Bug
De Tracy Letts
«In Bug, Letts gives us the possibility of considering Peter’s statements about the government conspiracy as true, so then I consider to set this as a question, did they kill themselves because their fantasy horror story became real, or were they driven to take their own lives to escape that government conspiracy?»
Simpkins Theatre, Macomb Illinois
Straight Drama
Illinois, 2009
Dirección: Shany Ruiz
Elenco:
- Colleen Johnson
- Lily Blouin
- Richard Sheski
- Nathan Grant
- Brian Clark
- Timothy J. Nicol
Sinopsis
In Tracy Letts creepy-crawly drama Bug, the primary characters are drug-addicted, lonely, and very likely deranged. They think there’s a government conspiracy against them. In Bug, the audience might scoff, but then some other factors come into play, and make us wonder.
Agnes is a lonely 44 year old alcoholic, drug-addicted waiter living in an Oklahoma motel room. Her abusive, violent ex-husband has recently let out of the slammer and wants to pick up where they left off before he was sent up. Agnes’s friend, R.C., introduces he one evening to Peter Evans, a Gulf War veteran to whom Agnes finds herself taking a shine. He moves in with her, more or less.
There is something odd about Peter. Lacking in social graces, he is unusually suspicious, well-read, and smart. The first sign we see of his potential paranoia is when they hear a cricket in the room and decide it must be hiding in the smoke alarm. Agnes asks Peter to take the alarm apart to find and release the cricket. «They’re dangerous,» Peter says of alarms. «They have got americium-251 in them, a radioactive element». Then he tells Agnes why he does cocaine in its crack form. The odd about that is that with thousands of consumer products recently recalled for toxic content, who would b surprised to find a radioactive element in smoke alarms? And as for contaminated street drugs, well, they kill many a user; we just don’t hear about these cases unless we’re working with the population effects. Maybe Peter is just better informed than the rest of us.

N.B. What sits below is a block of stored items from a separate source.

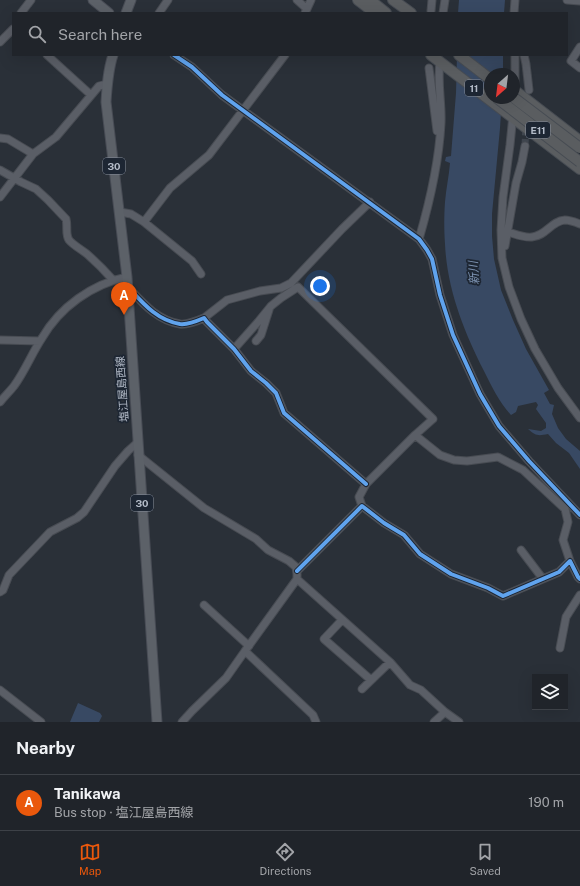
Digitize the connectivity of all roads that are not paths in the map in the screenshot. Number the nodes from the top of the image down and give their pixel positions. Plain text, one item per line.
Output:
1 (31, 0) edge
2 (93, 0) edge
3 (130, 0) edge
4 (168, 0) edge
5 (297, 0) edge
6 (311, 0) edge
7 (358, 0) edge
8 (370, 0) edge
9 (387, 0) edge
10 (393, 0) edge
11 (432, 0) edge
12 (445, 0) edge
13 (515, 0) edge
14 (567, 0) edge
15 (580, 2) edge
16 (306, 11) edge
17 (431, 11) dead end
18 (23, 12) edge
19 (108, 12) edge
20 (126, 12) edge
21 (160, 12) edge
22 (374, 12) edge
23 (385, 12) edge
24 (403, 12) edge
25 (409, 12) edge
26 (443, 12) edge
27 (514, 12) edge
28 (12, 30) edge
29 (0, 42) edge
30 (580, 47) edge
31 (48, 56) edge
32 (113, 56) edge
33 (175, 56) edge
34 (284, 56) edge
35 (459, 56) edge
36 (468, 56) edge
37 (515, 56) edge
38 (524, 56) edge
39 (441, 61) edge
40 (429, 68) dead end
41 (484, 68) edge
42 (515, 68) edge
43 (580, 68) edge
44 (484, 74) edge
45 (108, 84) junction
46 (484, 89) edge
47 (529, 90) dead end
48 (91, 96) junction
49 (520, 97) edge
50 (520, 98) edge
51 (505, 104) edge
52 (511, 104) edge
53 (243, 110) junction
54 (509, 114) junction
55 (0, 138) edge
56 (580, 141) edge
57 (439, 144) junction
58 (524, 146) tunnel mouth
59 (580, 148) edge
60 (33, 154) junction
61 (580, 162) edge
62 (580, 169) edge
63 (0, 170) edge
64 (14, 178) junction
65 (0, 197) edge
66 (370, 202) junction
67 (120, 212) junction
68 (144, 222) junction
69 (580, 224) edge
70 (508, 232) junction
71 (419, 238) junction
72 (502, 258) junction
73 (201, 274) dead end
74 (115, 280) junction
75 (127, 282) junction
76 (291, 283) junction
77 (271, 306) junction
78 (204, 318) junction
79 (0, 340) edge
80 (40, 341) junction
81 (256, 341) dead end
82 (234, 349) junction
83 (0, 402) edge
84 (580, 418) edge
85 (415, 435) junction
86 (138, 442) junction
87 (138, 455) junction
88 (366, 484) junction
89 (362, 506) junction
90 (580, 515) edge
91 (521, 550) dead end
92 (570, 561) junction
93 (297, 575) junction
94 (543, 579) junction
95 (580, 579) edge
96 (0, 592) edge
97 (580, 594) edge
98 (204, 605) dead end
99 (342, 620) junction
100 (247, 648) junction
101 (560, 648) dead end
102 (390, 662) junction
103 (371, 680) junction
104 (362, 689) dead end
105 (0, 690) edge
106 (445, 712) junction
107 (41, 722) edge
108 (157, 722) edge
109 (182, 722) edge
110 (316, 722) edge
111 (434, 722) edge
112 (459, 722) edge

1 - 18 street
2 - 19 main road
3 - 20 main road
4 - 21 street
5 - 16 street
6 - 16 street
7 - 22 highway
8 - 23 highway
9 - 24 highway
10 - 25 highway
11 - 17 street
12 - 26 street
13 - 27 street
14 - 15 street
28 - 29 street
30 - 43 street
31 - 48 street
32 - 45 main road, 塩江屋島西線 / 30
33 - 53 street
34 - 53 street
35 - 44 highway
36 - 41 highway, 11
37 - 42 street
38 - 47 street
39 - 46 highway
39 - 54 highway, 11
39 - 57 street
40 - 57 street
45 - 48 street
45 - 67 main road, 塩江屋島西線 / 30
48 - 60 street
49 - 56 highway
50 - 59 highway, E11, bridge
51 - 61 highway, E11, bridge
52 - 54 street
53 - 66 street
53 - 68 street
54 - 62 highway, 11
54 - 72 street
55 - 60 street
57 - 71 street
58 - 70 street
60 - 64 street
63 - 64 street
64 - 65 street
64 - 74 street
66 - 71 street
66 - 76 street
67 - 68 street
67 - 75 main road, 塩江屋島西線 / 30
68 - 73 street
69 - 70 street
70 - 72 street
71 - 90 street
72 - 84 street
74 - 75 street
74 - 80 street
75 - 78 street
75 - 86 main road, 塩江屋島西線 / 30
76 - 77 street
76 - 78 street
77 - 81 street
77 - 82 street
77 - 85 street
78 - 82 street
79 - 80 street
80 - 83 street
82 - 88 street
85 - 88 street
85 - 92 street
86 - 87 main road, 塩江屋島西線 / 30
86 - 96 street
87 - 93 street
87 - 108 main road, 塩江屋島西線 / 30
88 - 89 street
89 - 93 street
89 - 94 street
91 - 94 street
92 - 94 street
92 - 95 street
93 - 99 street
93 - 100 street
97 - 101 street
98 - 100 street
99 - 102 street
99 - 103 street
100 - 109 street
100 - 110 street
102 - 103 street
102 - 106 street
103 - 104 street
105 - 107 street
106 - 111 street
106 - 112 street

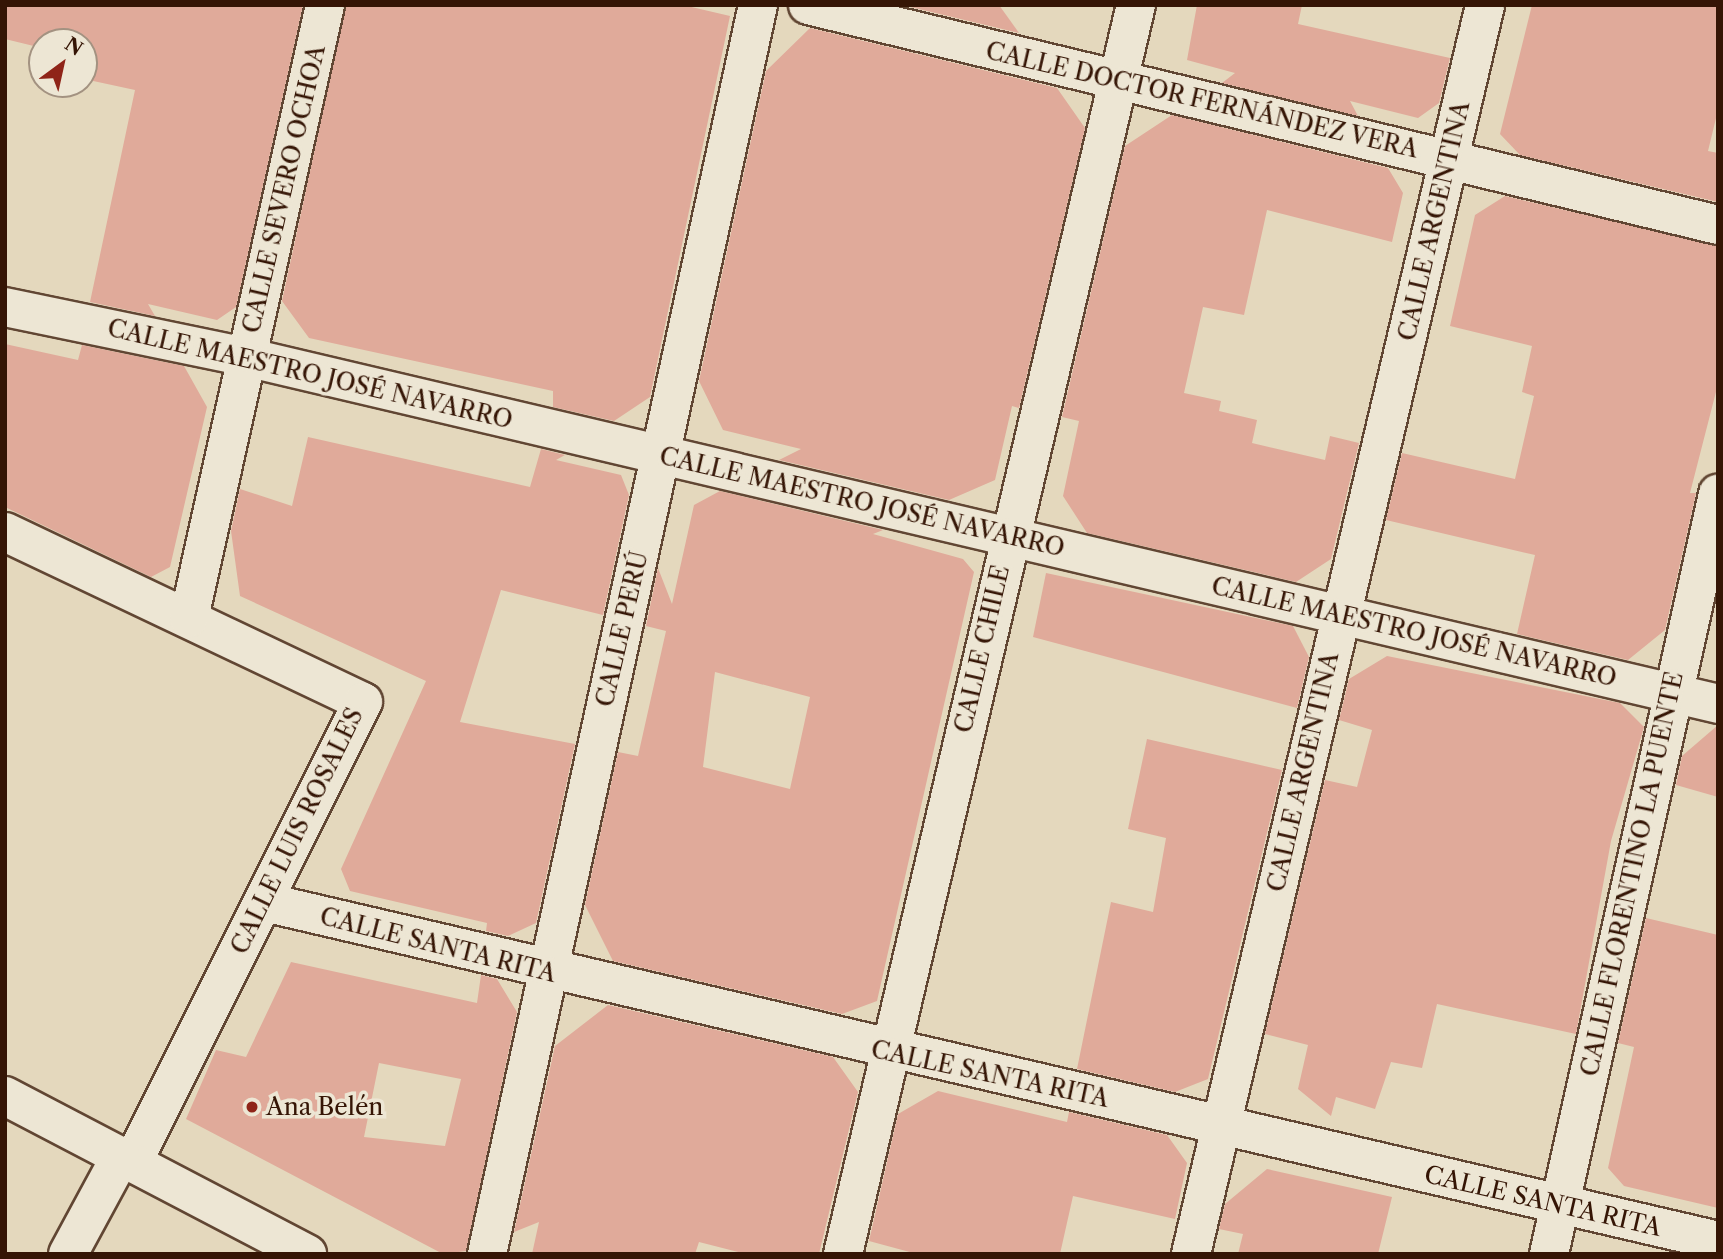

Peter, seems to be suffering from the paranoid delusion that has been deliberately infected with microscopic bugs, which he claims were planted under his skin by government agents and now are swarming around the room. It seems preposterous that anyone like Peter could be the target of any such experiment. So we guess that he is deluded partly because of the vast quantities of pharmaceuticals he ingests, and possible also because of some form of post-traumatic stress disorder he may be suffering from since his military days.
Then we find, Agnes’s sleazy ex-husband, Jerry Goss, who shows up to abuse her and threaten Peter while he’s at it. Peter suggests Agnes get a gun to protect herself, not only from Goss but from other nameless threats.
Peter’s pronouncements and actions grow increasingly bizarre. He turns the motel room into a Raid factory, with flypaper and heavy-duty insecticides in industrial supply. He tells Agnes that the CIA implanted the bugs in his body, and they have gotten out and infested the room. Yet R.C. and Veterans Affairs doctor who has come to try to persuade Peter to return for more treatment to the hospital where he’d been getting «help», say «there are no fucking bugs». Agnes does, eventually sees the bugs too. As they two are taking knives to their own skins and scratching themselves bloody, growing increasingly hysterical, we hear helicopters outside. And Peter’s accounts of the CIA’s methods aren’t at all that far-fetched, given the unspeakable horrors brought on humans and nonhuman animals over decades by government medical experiments, and the recent widespread covert intervention into people’s lives carried out by the U.S. government in the name of «fighting terrorism.»
When Peter tells Agnes that there was a secret plan hatched in 1954 by «a consortium of bankers, industrialists, corporate CEOs, and politicians (who) held a series of meetings over three days … (To draw up) a plan for maintaining the status quo -» so the «rich get richer, and the poor get poorer», it doesn’t seem entirely insane. Maybe, we think, he’s right. Maybe this bizarre behavior isn’t the result of too many drugs and an increasingly disturbed mind, and maybe Agnes is not simply caught up in her need for love and companionship enough to turn a blind aye to this madness.
«There are some unfortunate lives dealing with guilt, tragic pasts and open wounds. Love, trust and faith are very strong bonds when two of these tormented souls meet. For their inner space, the outside world and its possibilities offers to distort reality and take them to the point of no return.»